Dans la gare, au risque de perdre un jour le Nord, je circule sans boussole. Mais mon sens de l’orientation relativement fragile m’oblige à réfléchir, arrêtée au calme, quelques minutes avant de parvenir à situer mes quatre points cardinaux. Ce qui ne se pourrait en aucun cas un vendredi soir quand le flux des partants, qui n’ont plus rien à faire de cette semaine ni de cette ville, me réduirait à boule de flipper cognée d’une valise l’autre, jusqu’à ce que game is over. En période bleue, l’obstacle principal à la position de mes repères réside dans la croyance spontanée mais trompeuse que les rails, billes en tête, pointeraient l’Ouest dès le départ. La superposition mentale d’un plan de Paris sur l’emprise de la gare, pour demander un certain effort, ne laisse aucun doute : les voies partent plein sud et s’ajusteront à leur destination sorties de Paris seulement, la ligne des forts franchie. J’en déduis que me plaçant derrière les butoirs, donc face aux voies, j’ai Brest à main droite, Strasbourg à main gauche, je regarde Marseille et tourne le dos à Lille.
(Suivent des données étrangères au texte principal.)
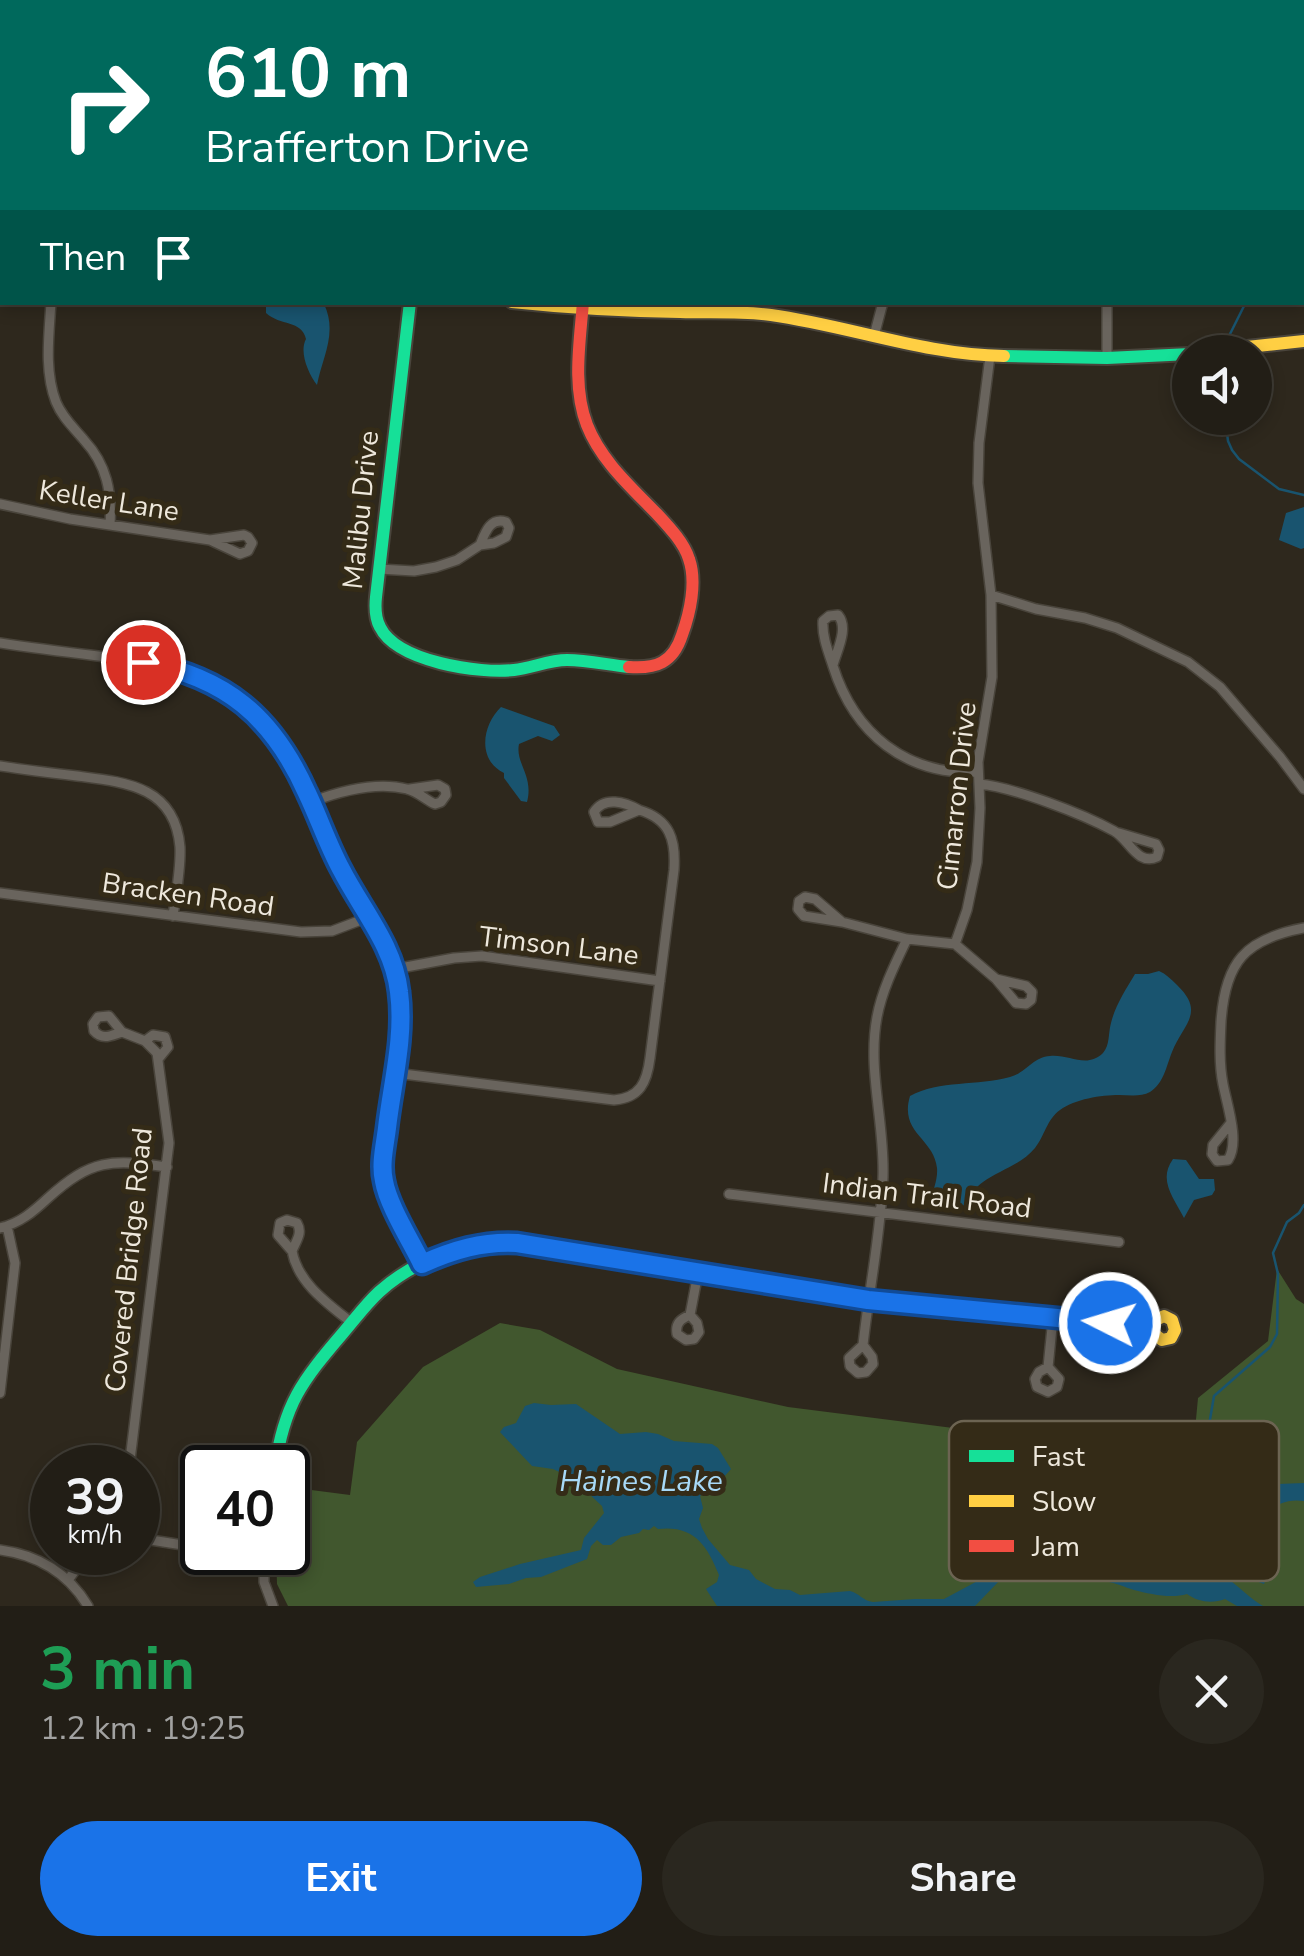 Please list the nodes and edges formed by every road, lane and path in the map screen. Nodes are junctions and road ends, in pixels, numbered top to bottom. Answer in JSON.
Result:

Epigraphie de la gare. ESSANRAPTNOM ERAG  : énigmatique verso des belles lettres de façade*. Je relève l’inscription, en recopiant avec application ses lettres capitales dans mon carnet du moment, noir. Photographie intégrale du texte malaisée : il faudrait se tenir à niveau constant sur un escalator le temps de la saisir. Je ne maîtrise pas cet art acrobatique de l’arrêt sur marche roulante – et voir mes enfants en faire un jeu quand ils en avaient l’âge me rendait anxieuse. Reste à décrypter le subliminal de l’inversion. ESSANRAPTNOM ERAG. Hypothèse audacieuse : le fronton crypterait assez grossièrement un message relatif à une affaire de RAPT et le NOM de la voyageuse qui en savait trop - d’origine scandinave probablement -, enlevée dans la gare, serait ERAG. Une espionne venue du froid capturée dans une nasse, maladroitement retournée en cet ESSAN initial ne servant qu’à noyer le poisson. Je ne suis pas capable de démêler plus avant les fils de cette intrigue. Pas plus que d’imaginer ce que serait le monde entier Montparnasse à l’envers :  il faudrait que je lui tende un miroir.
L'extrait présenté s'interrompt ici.